- **Exercise details**
Copy out each line of the material in which the word "Watson" appears.

________

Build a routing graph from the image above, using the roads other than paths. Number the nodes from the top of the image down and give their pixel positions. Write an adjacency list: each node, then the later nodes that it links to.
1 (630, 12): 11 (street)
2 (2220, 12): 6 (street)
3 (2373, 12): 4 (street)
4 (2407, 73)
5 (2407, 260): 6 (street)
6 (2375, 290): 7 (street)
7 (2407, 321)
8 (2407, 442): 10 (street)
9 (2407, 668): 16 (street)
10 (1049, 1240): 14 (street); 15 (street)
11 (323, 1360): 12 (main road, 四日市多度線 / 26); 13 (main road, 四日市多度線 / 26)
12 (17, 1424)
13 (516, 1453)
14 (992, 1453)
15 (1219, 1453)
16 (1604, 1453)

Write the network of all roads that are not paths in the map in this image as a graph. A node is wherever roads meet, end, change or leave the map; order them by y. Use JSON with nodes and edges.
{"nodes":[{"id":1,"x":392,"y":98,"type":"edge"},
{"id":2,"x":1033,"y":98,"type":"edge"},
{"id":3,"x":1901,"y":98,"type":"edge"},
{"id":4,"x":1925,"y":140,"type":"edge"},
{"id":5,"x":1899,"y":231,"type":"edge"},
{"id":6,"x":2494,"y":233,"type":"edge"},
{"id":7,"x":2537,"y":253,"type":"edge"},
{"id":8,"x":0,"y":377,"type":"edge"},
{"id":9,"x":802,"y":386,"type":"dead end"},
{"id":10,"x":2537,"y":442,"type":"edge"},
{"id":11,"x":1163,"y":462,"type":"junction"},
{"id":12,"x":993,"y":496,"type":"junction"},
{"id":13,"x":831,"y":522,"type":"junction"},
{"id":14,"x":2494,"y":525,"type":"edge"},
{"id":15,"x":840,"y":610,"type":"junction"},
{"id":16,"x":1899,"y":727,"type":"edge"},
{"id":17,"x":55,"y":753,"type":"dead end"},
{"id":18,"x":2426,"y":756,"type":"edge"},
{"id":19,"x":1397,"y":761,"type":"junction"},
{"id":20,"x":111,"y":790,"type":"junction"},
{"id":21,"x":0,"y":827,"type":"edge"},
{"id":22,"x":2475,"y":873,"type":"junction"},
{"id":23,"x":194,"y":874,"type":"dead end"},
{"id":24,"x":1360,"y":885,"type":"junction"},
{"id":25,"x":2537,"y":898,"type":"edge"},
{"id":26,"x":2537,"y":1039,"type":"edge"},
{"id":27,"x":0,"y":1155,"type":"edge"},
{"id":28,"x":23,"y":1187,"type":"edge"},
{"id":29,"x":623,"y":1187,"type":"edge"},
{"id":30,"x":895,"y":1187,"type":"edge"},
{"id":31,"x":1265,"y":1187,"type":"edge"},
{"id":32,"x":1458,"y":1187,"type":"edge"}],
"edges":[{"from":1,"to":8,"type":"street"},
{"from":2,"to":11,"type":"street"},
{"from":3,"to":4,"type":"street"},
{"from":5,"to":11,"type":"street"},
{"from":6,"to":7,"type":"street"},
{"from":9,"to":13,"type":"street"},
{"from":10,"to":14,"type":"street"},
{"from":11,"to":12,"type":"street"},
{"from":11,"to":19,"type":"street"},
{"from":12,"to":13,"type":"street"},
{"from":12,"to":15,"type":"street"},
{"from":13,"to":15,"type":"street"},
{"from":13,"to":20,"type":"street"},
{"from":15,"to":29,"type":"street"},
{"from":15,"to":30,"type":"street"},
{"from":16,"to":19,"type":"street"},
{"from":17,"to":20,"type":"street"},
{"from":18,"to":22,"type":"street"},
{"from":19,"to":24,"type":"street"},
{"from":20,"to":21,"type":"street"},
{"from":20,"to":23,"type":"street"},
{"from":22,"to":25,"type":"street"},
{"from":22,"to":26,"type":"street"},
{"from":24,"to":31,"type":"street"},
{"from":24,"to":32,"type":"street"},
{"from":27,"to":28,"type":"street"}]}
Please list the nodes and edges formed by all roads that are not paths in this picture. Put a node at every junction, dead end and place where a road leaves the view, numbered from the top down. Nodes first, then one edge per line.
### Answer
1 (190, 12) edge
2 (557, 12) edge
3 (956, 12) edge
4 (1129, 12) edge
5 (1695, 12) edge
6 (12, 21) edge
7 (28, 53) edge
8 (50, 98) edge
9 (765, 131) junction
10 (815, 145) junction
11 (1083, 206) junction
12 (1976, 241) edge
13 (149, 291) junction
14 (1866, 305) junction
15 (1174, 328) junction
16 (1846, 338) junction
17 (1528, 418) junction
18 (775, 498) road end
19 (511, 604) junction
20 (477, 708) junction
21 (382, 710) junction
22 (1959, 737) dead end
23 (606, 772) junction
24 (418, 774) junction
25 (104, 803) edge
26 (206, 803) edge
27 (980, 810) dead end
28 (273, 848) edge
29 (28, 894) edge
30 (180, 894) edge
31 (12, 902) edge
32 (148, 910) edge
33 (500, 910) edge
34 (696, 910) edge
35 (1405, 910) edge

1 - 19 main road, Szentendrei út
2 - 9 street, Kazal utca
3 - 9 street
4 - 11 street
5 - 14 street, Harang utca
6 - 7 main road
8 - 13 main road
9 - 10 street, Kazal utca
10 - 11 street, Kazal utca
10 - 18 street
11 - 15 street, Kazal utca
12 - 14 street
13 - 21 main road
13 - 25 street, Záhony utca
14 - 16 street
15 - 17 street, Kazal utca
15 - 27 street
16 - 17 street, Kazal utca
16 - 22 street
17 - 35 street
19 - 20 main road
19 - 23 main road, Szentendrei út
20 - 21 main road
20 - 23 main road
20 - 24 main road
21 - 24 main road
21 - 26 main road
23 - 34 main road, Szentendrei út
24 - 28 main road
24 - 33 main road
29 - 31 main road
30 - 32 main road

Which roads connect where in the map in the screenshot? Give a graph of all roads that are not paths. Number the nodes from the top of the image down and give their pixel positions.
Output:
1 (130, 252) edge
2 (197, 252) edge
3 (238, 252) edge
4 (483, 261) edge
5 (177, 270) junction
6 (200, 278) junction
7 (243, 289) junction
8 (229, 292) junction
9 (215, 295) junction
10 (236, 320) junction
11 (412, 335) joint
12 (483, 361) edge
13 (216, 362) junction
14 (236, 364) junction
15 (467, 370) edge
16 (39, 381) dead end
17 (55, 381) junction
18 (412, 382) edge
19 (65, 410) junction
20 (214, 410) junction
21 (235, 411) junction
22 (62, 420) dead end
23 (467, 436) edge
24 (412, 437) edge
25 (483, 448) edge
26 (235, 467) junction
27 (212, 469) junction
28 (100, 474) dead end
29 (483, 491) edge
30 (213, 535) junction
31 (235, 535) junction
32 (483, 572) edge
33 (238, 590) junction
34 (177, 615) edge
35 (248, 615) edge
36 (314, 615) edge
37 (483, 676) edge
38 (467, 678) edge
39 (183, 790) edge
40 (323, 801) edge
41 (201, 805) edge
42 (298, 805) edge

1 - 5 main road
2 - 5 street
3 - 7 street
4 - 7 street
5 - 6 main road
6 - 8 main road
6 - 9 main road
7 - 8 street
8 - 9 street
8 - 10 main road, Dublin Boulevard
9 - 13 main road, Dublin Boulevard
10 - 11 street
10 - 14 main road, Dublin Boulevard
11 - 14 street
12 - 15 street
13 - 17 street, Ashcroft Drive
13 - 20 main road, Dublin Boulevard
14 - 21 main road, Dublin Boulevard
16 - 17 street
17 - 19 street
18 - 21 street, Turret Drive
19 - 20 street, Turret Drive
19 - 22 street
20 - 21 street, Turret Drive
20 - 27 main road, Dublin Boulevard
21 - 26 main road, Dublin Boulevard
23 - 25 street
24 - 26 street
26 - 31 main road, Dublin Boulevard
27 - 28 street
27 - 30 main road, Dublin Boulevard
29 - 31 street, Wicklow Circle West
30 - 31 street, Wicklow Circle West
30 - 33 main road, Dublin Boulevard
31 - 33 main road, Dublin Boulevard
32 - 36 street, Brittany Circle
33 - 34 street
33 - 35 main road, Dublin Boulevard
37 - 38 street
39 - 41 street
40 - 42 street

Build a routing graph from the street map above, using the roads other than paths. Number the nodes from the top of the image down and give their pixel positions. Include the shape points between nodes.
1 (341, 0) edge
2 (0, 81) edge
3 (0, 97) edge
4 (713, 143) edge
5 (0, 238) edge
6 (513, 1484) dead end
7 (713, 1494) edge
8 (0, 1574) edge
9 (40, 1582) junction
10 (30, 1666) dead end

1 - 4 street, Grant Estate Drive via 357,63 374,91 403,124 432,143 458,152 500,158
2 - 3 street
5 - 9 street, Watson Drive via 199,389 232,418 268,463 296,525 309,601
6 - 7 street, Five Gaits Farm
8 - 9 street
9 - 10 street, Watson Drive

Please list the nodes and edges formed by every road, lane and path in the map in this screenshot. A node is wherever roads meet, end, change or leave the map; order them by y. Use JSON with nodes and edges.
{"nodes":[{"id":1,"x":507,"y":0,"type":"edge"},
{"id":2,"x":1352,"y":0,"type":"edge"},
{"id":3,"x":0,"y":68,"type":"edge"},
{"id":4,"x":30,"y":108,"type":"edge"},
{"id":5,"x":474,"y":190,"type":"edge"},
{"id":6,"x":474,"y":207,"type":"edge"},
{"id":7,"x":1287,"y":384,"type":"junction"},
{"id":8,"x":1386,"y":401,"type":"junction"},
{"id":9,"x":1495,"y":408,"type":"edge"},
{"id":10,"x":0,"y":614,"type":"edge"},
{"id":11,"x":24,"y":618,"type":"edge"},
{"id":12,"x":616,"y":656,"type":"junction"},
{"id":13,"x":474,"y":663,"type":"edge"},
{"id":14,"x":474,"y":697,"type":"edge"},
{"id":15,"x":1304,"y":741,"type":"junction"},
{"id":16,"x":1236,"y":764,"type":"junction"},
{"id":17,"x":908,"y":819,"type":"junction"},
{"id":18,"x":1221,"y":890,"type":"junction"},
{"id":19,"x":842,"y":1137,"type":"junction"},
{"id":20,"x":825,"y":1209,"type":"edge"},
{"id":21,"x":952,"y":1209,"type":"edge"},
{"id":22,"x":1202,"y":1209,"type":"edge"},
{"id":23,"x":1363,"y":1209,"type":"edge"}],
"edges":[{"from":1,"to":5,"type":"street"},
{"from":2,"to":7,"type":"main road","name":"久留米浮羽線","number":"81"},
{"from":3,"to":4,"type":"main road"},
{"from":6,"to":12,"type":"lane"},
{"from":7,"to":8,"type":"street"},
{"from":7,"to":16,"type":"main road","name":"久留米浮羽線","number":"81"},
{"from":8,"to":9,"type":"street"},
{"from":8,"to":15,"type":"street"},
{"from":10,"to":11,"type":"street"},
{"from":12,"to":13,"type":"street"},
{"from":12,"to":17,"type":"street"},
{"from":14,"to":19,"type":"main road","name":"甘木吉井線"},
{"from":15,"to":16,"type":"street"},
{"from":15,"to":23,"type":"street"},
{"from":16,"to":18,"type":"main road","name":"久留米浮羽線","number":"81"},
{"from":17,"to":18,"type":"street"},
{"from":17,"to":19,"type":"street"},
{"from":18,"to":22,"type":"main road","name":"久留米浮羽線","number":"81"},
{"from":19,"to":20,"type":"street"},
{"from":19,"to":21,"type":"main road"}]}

________

- **Task output**
5 - 9 street, Watson Drive via 199,389 232,418 268,463 296,525 309,601
9 - 10 street, Watson Drive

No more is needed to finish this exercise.